Hati nurani atau suara hati itu merupakan tempat di mana Allah dan manusia bertemu. Atau dalam bahasa Gaudium et Spes, “sanggar suci Allah”. Sanggar suci ini merupakan suatu tempat yang diletakkan oleh Allah sendiri dalam diri setiap manusia. Suatu tempat di mana manusia bertemu dengan Allah lewat pergumulan dan pengalaman-pengalaman hidup yang membantunya untuk memilih yang baik dari yang jahat. Sebagai tempat suci, hati nurani harus dihormati, didengar dan keputusan yang baik harus dituruti. Martabat hukum itu ialah jika manusia mematuhinya, maka menurut hukum itu pula ia akan diadili.

2.      Kemurnian dan Ketaatan

a.      Kemurniaan

Seksualitas merupakan salah satu karunia rahmat Tuhan terbesar yang harus dipertahankan dan dikendalikan dalam bingkai kebajikan kemurnian (KGK, 2337). Kemurnian itu sendiri tidak lain suatu ekspresi dari kesederhanaan dalam menata gairah dan arah hidup kita. Akan tetapi kemurnian itu bukanlah kualitas negatif yang menghancurkan kebahagiaan hidup kita. Belajar dan menjaga integritas kemurnian diri dan seksualitas dalam hidup sebagai seorang guru dan pengajar Katolik tidak lain berarti mengendalikan diri atau kemampuan untuk melepaskan diri dari cengkeraman kendali hal-hal yang tidak teratur. Tujuannya adalah untuk mengelola dan mengalami emosi kita bahkan yang paling menakutkan dan yang telah terkubur selama bertahun-tahun.

 

Seorang beriman sadar bahwa di dalam tubuhnya, Tuhan telah memberikan kemampuan suci untuk dapat menghadirkan tubuh manusia yang lain, agar kehidupan dapat terus berlanjut di dunia ini. Seksualitas merupakan sesuatu yang baik, luhur, anugerah Allah yang terarah kepada cinta kasih yang total dan ikatan antar pribadi secara nyata dalam perkawinan (Dewan Kepausan untuk Keluarga –Komisi Keluarga KWI, 1997, pp. 12-13). Pribadi yang sehat secara seksual akan tahu menghargai pasangan hidupnya, menghargai orang lain dan tidak terjebak pada hal-hal yang merusak integritas diri dan seksualitas. Karena itu ada satu hal penting yang masuk dalam diskusi tentang kemurnian, yakni persoalan kesopanan (modesty).

 

b.      Ketaatan

Kepatuhan adalah fenomena yang mirip dengan adaptasi diri.

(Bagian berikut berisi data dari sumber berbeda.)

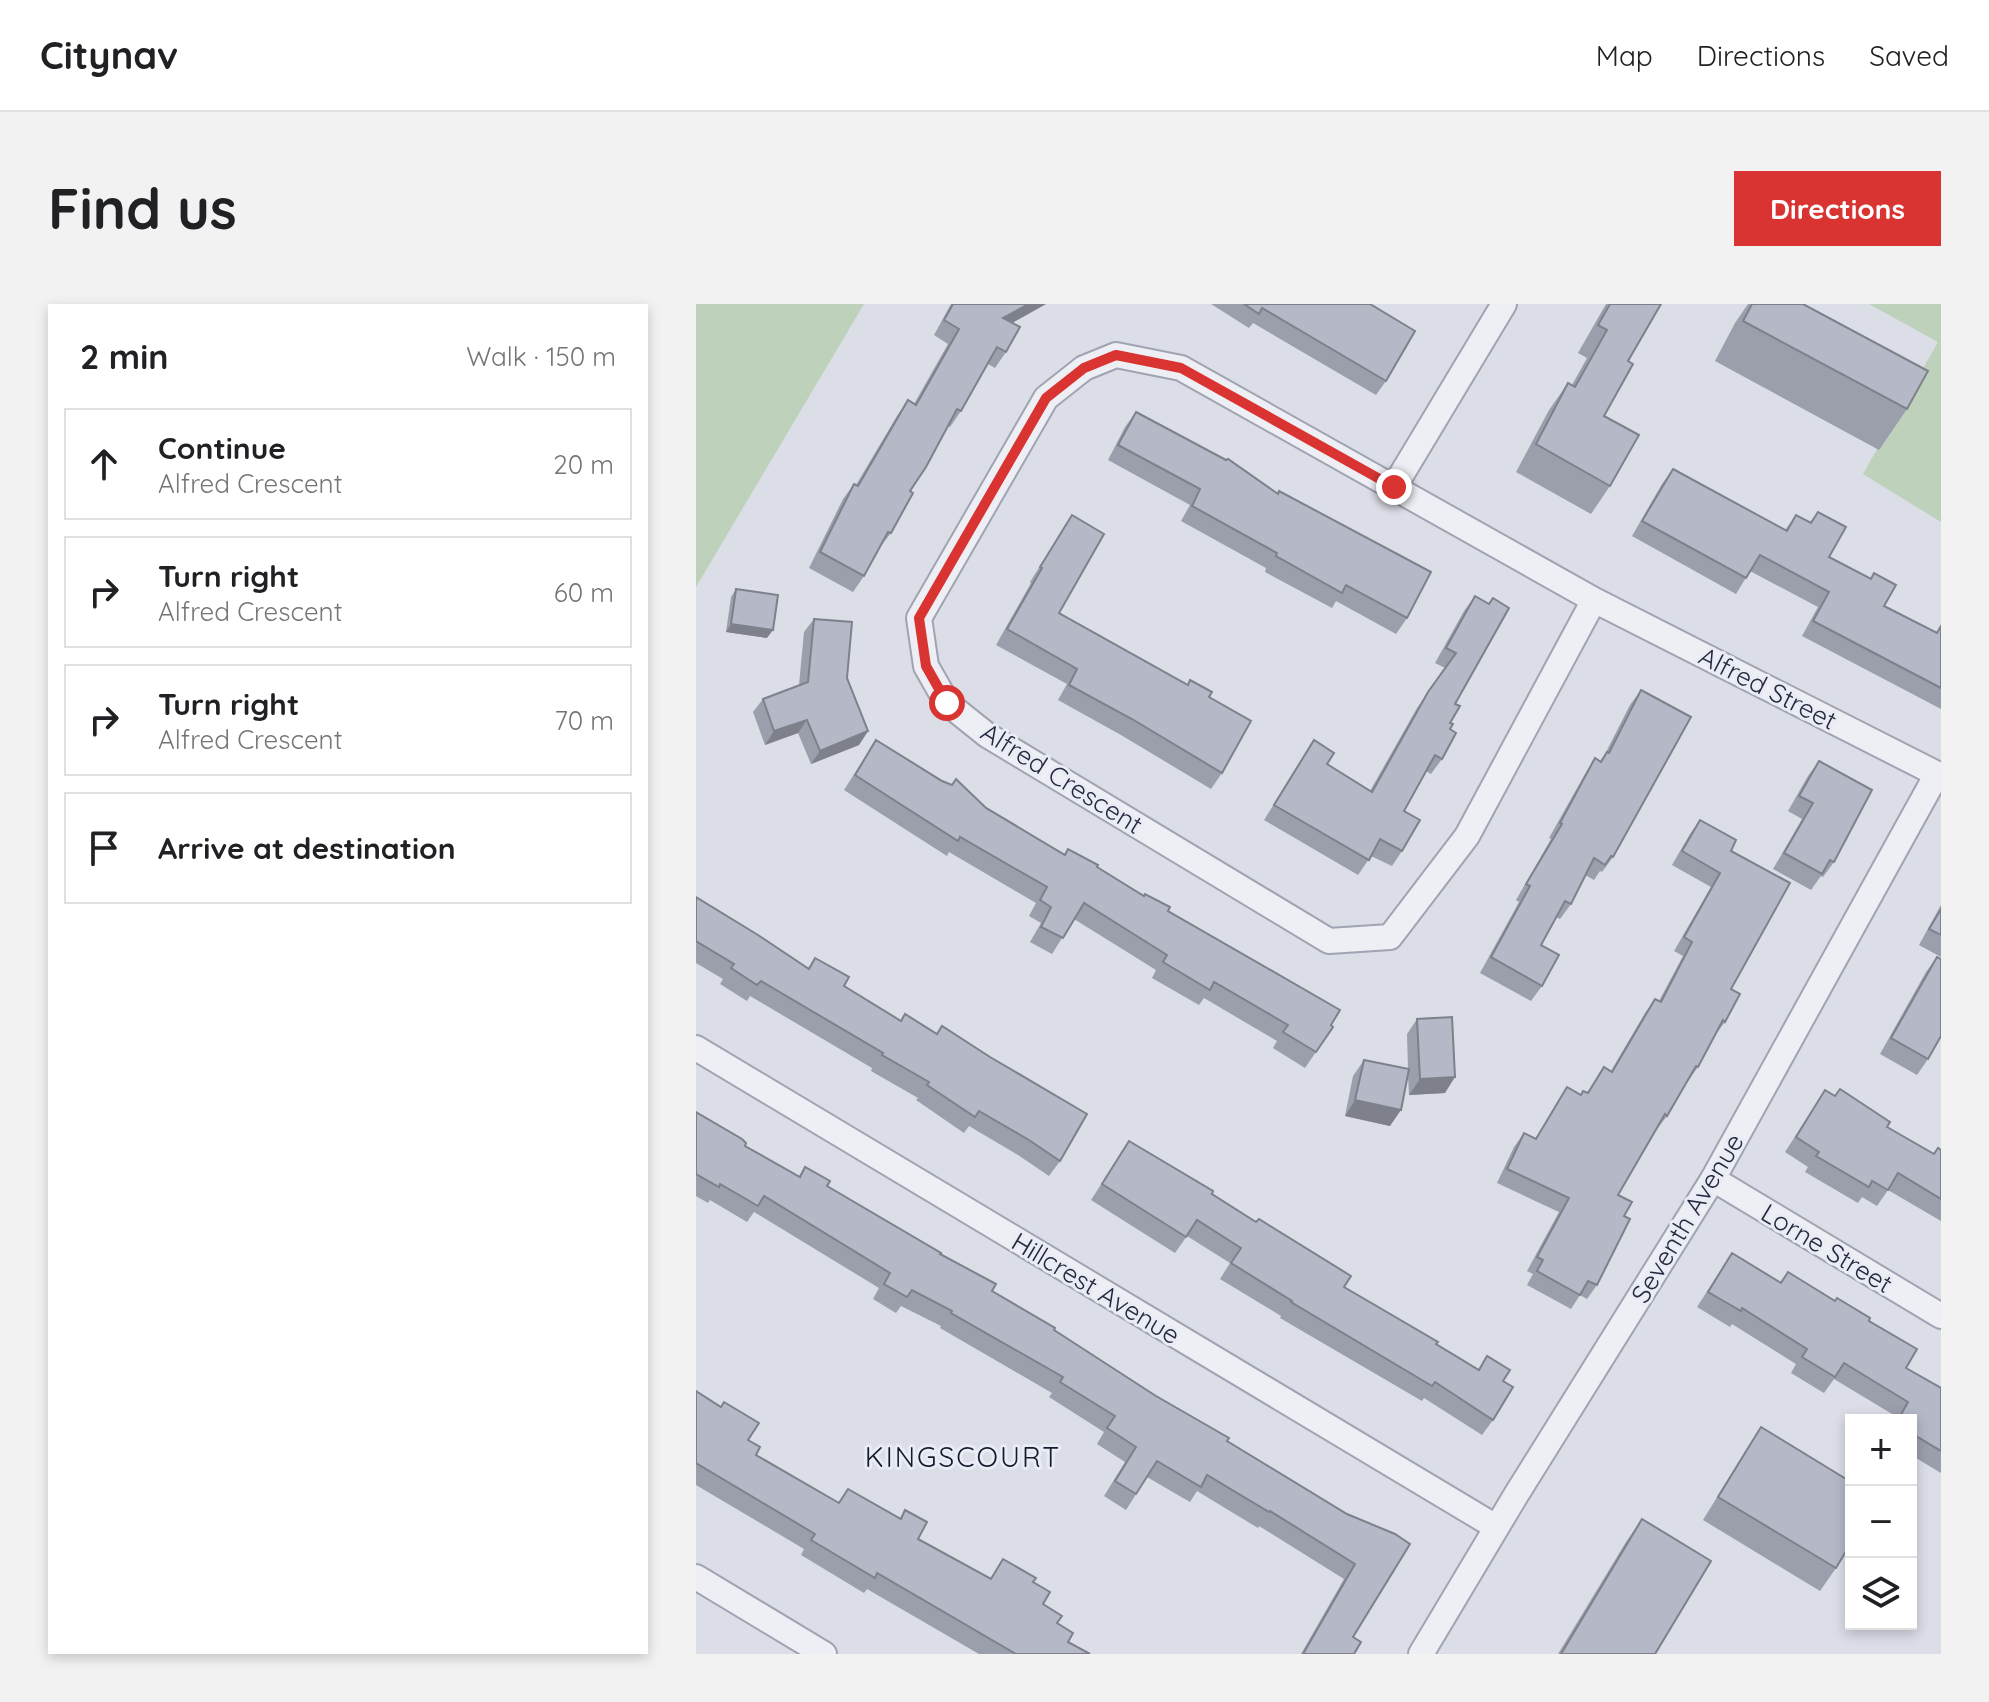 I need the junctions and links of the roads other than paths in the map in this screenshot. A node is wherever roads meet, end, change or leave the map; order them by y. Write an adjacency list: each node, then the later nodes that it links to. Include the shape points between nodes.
1 (1504, 304): 2 (street)
2 (1394, 487): 3 (street, Alfred Crescent); 3 (street, Alfred Crescent, via 1181,368 1116,355 1084,368 1046,398 919,618 926,666 947,703 987,735 1329,941 1390,937 1467,836)
3 (1594, 600): 4 (street, Alfred Street)
4 (1939, 775): 6 (street, Seventh Avenue)
5 (696, 1048): 8 (street, Hillcrest Avenue)
6 (1713, 1179): 7 (street, Lorne Street); 8 (street, Seventh Avenue)
7 (1941, 1316)
8 (1496, 1527): 11 (street, Seventh Avenue)
9 (696, 1577): 10 (street)
10 (824, 1654)
11 (1421, 1654)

Perbedaannya terletak pada segi pengaruh legitimasi (kebalikan dengan paksaan atau tekanan sosial), dan selalu terdapat pada satu individu, yakni pemegang otoritas. Obedience (kepatuhan) didahami sebagai sikap disiplin atau perilaku taat terhadap suatu perintah maupun aturan yang ditetapkan, dengan penuh kesadaran hati. Kepatuhan sebagai tindakan positif dinilai sebagai sebuah pilihan. Artinya individu memilih untuk melakukan, mematuhi, merespon secara kritis terhadap aturan, hukum, norma sosial, permintaan maupun keinginan dari seseorang yang memegang otoritas ataupun peranan yang penting.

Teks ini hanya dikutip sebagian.